| INSTRUCTIONS FOR THE TASK |
Could you return every record below without changing a word?

| EXTRACTED DATA |
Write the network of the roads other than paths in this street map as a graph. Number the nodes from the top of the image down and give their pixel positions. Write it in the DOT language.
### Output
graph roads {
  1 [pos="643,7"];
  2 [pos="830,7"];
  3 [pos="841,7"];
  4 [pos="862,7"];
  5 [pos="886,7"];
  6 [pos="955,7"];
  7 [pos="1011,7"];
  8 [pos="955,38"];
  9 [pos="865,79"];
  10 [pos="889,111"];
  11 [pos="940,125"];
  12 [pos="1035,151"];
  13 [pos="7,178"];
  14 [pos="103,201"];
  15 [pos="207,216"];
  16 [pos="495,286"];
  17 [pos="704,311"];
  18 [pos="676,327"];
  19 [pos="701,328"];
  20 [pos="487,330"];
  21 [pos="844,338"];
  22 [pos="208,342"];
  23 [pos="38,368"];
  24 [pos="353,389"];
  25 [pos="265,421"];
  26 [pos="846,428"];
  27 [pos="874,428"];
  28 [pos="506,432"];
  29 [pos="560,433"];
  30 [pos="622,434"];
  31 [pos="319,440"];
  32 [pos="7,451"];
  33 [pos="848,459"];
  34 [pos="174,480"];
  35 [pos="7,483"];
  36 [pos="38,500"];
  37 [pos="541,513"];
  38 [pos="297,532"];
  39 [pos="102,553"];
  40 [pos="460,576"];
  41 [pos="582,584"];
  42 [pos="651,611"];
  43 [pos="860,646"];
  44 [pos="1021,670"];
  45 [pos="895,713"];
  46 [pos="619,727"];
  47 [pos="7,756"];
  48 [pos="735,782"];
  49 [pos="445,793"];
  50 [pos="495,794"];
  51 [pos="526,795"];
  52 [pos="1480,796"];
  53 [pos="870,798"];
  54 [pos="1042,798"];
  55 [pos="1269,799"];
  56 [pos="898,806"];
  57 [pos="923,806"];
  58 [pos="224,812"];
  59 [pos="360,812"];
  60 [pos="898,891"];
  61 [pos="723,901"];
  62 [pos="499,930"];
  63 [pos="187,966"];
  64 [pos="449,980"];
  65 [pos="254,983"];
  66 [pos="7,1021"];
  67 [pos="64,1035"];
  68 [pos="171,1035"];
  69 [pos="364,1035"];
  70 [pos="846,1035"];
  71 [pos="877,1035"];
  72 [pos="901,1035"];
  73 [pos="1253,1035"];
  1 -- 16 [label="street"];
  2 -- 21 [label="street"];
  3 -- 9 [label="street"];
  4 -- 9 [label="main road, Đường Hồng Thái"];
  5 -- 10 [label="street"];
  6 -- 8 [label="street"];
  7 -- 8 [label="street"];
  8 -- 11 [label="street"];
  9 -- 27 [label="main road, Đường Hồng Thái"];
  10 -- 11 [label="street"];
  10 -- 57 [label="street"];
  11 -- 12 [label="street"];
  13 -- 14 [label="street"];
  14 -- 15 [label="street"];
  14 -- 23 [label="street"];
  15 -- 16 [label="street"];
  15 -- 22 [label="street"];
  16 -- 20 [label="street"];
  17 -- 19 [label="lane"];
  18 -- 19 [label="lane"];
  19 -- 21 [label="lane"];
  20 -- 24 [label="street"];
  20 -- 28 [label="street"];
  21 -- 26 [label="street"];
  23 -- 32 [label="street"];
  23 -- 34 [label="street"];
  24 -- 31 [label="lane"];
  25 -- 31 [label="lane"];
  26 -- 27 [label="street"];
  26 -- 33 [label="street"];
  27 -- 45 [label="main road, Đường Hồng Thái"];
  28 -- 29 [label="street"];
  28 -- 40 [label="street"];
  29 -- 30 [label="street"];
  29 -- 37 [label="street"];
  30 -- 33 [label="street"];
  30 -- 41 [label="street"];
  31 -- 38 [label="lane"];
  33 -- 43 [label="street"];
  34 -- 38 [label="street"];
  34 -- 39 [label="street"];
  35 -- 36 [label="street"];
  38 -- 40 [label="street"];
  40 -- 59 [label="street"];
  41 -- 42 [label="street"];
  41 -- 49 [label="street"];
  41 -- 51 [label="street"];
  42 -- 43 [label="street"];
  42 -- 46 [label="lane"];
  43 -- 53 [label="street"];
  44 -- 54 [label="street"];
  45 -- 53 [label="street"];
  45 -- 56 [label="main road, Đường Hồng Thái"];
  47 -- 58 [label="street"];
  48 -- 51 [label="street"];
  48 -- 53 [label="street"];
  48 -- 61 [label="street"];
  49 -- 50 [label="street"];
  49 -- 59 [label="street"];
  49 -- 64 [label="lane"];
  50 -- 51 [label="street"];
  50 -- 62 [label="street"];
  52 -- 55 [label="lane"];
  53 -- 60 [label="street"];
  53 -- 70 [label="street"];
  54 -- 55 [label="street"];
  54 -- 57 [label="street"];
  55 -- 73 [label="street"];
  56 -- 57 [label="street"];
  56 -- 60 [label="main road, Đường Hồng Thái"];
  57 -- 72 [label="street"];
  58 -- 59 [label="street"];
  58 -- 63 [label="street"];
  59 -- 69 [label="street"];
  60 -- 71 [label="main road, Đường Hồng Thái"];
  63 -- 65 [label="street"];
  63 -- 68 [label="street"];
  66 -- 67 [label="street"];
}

| EXERCISE ANSWER |
Write the network of the roads other than paths in this street map as a graph. Number the nodes from the top of the image down and give their pixel positions. Write it in the DOT language.
### Output
graph roads {
  1 [pos="643,7"];
  2 [pos="830,7"];
  3 [pos="841,7"];
  4 [pos="862,7"];
  5 [pos="886,7"];
  6 [pos="955,7"];
  7 [pos="1011,7"];
  8 [pos="955,38"];
  9 [pos="865,79"];
  10 [pos="889,111"];
  11 [pos="940,125"];
  12 [pos="1035,151"];
  13 [pos="7,178"];
  14 [pos="103,201"];
  15 [pos="207,216"];
  16 [pos="495,286"];
  17 [pos="704,311"];
  18 [pos="676,327"];
  19 [pos="701,328"];
  20 [pos="487,330"];
  21 [pos="844,338"];
  22 [pos="208,342"];
  23 [pos="38,368"];
  24 [pos="353,389"];
  25 [pos="265,421"];
  26 [pos="846,428"];
  27 [pos="874,428"];
  28 [pos="506,432"];
  29 [pos="560,433"];
  30 [pos="622,434"];
  31 [pos="319,440"];
  32 [pos="7,451"];
  33 [pos="848,459"];
  34 [pos="174,480"];
  35 [pos="7,483"];
  36 [pos="38,500"];
  37 [pos="541,513"];
  38 [pos="297,532"];
  39 [pos="102,553"];
  40 [pos="460,576"];
  41 [pos="582,584"];
  42 [pos="651,611"];
  43 [pos="860,646"];
  44 [pos="1021,670"];
  45 [pos="895,713"];
  46 [pos="619,727"];
  47 [pos="7,756"];
  48 [pos="735,782"];
  49 [pos="445,793"];
  50 [pos="495,794"];
  51 [pos="526,795"];
  52 [pos="1480,796"];
  53 [pos="870,798"];
  54 [pos="1042,798"];
  55 [pos="1269,799"];
  56 [pos="898,806"];
  57 [pos="923,806"];
  58 [pos="224,812"];
  59 [pos="360,812"];
  60 [pos="898,891"];
  61 [pos="723,901"];
  62 [pos="499,930"];
  63 [pos="187,966"];
  64 [pos="449,980"];
  65 [pos="254,983"];
  66 [pos="7,1021"];
  67 [pos="64,1035"];
  68 [pos="171,1035"];
  69 [pos="364,1035"];
  70 [pos="846,1035"];
  71 [pos="877,1035"];
  72 [pos="901,1035"];
  73 [pos="1253,1035"];
  1 -- 16 [label="street"];
  2 -- 21 [label="street"];
  3 -- 9 [label="street"];
  4 -- 9 [label="main road, Đường Hồng Thái"];
  5 -- 10 [label="street"];
  6 -- 8 [label="street"];
  7 -- 8 [label="street"];
  8 -- 11 [label="street"];
  9 -- 27 [label="main road, Đường Hồng Thái"];
  10 -- 11 [label="street"];
  10 -- 57 [label="street"];
  11 -- 12 [label="street"];
  13 -- 14 [label="street"];
  14 -- 15 [label="street"];
  14 -- 23 [label="street"];
  15 -- 16 [label="street"];
  15 -- 22 [label="street"];
  16 -- 20 [label="street"];
  17 -- 19 [label="lane"];
  18 -- 19 [label="lane"];
  19 -- 21 [label="lane"];
  20 -- 24 [label="street"];
  20 -- 28 [label="street"];
  21 -- 26 [label="street"];
  23 -- 32 [label="street"];
  23 -- 34 [label="street"];
  24 -- 31 [label="lane"];
  25 -- 31 [label="lane"];
  26 -- 27 [label="street"];
  26 -- 33 [label="street"];
  27 -- 45 [label="main road, Đường Hồng Thái"];
  28 -- 29 [label="street"];
  28 -- 40 [label="street"];
  29 -- 30 [label="street"];
  29 -- 37 [label="street"];
  30 -- 33 [label="street"];
  30 -- 41 [label="street"];
  31 -- 38 [label="lane"];
  33 -- 43 [label="street"];
  34 -- 38 [label="street"];
  34 -- 39 [label="street"];
  35 -- 36 [label="street"];
  38 -- 40 [label="street"];
  40 -- 59 [label="street"];
  41 -- 42 [label="street"];
  41 -- 49 [label="street"];
  41 -- 51 [label="street"];
  42 -- 43 [label="street"];
  42 -- 46 [label="lane"];
  43 -- 53 [label="street"];
  44 -- 54 [label="street"];
  45 -- 53 [label="street"];
  45 -- 56 [label="main road, Đường Hồng Thái"];
  47 -- 58 [label="street"];
  48 -- 51 [label="street"];
  48 -- 53 [label="street"];
  48 -- 61 [label="street"];
  49 -- 50 [label="street"];
  49 -- 59 [label="street"];
  49 -- 64 [label="lane"];
  50 -- 51 [label="street"];
  50 -- 62 [label="street"];
  52 -- 55 [label="lane"];
  53 -- 60 [label="street"];
  53 -- 70 [label="street"];
  54 -- 55 [label="street"];
  54 -- 57 [label="street"];
  55 -- 73 [label="street"];
  56 -- 57 [label="street"];
  56 -- 60 [label="main road, Đường Hồng Thái"];
  57 -- 72 [label="street"];
  58 -- 59 [label="street"];
  58 -- 63 [label="street"];
  59 -- 69 [label="street"];
  60 -- 71 [label="main road, Đường Hồng Thái"];
  63 -- 65 [label="street"];
  63 -- 68 [label="street"];
  66 -- 67 [label="street"];
}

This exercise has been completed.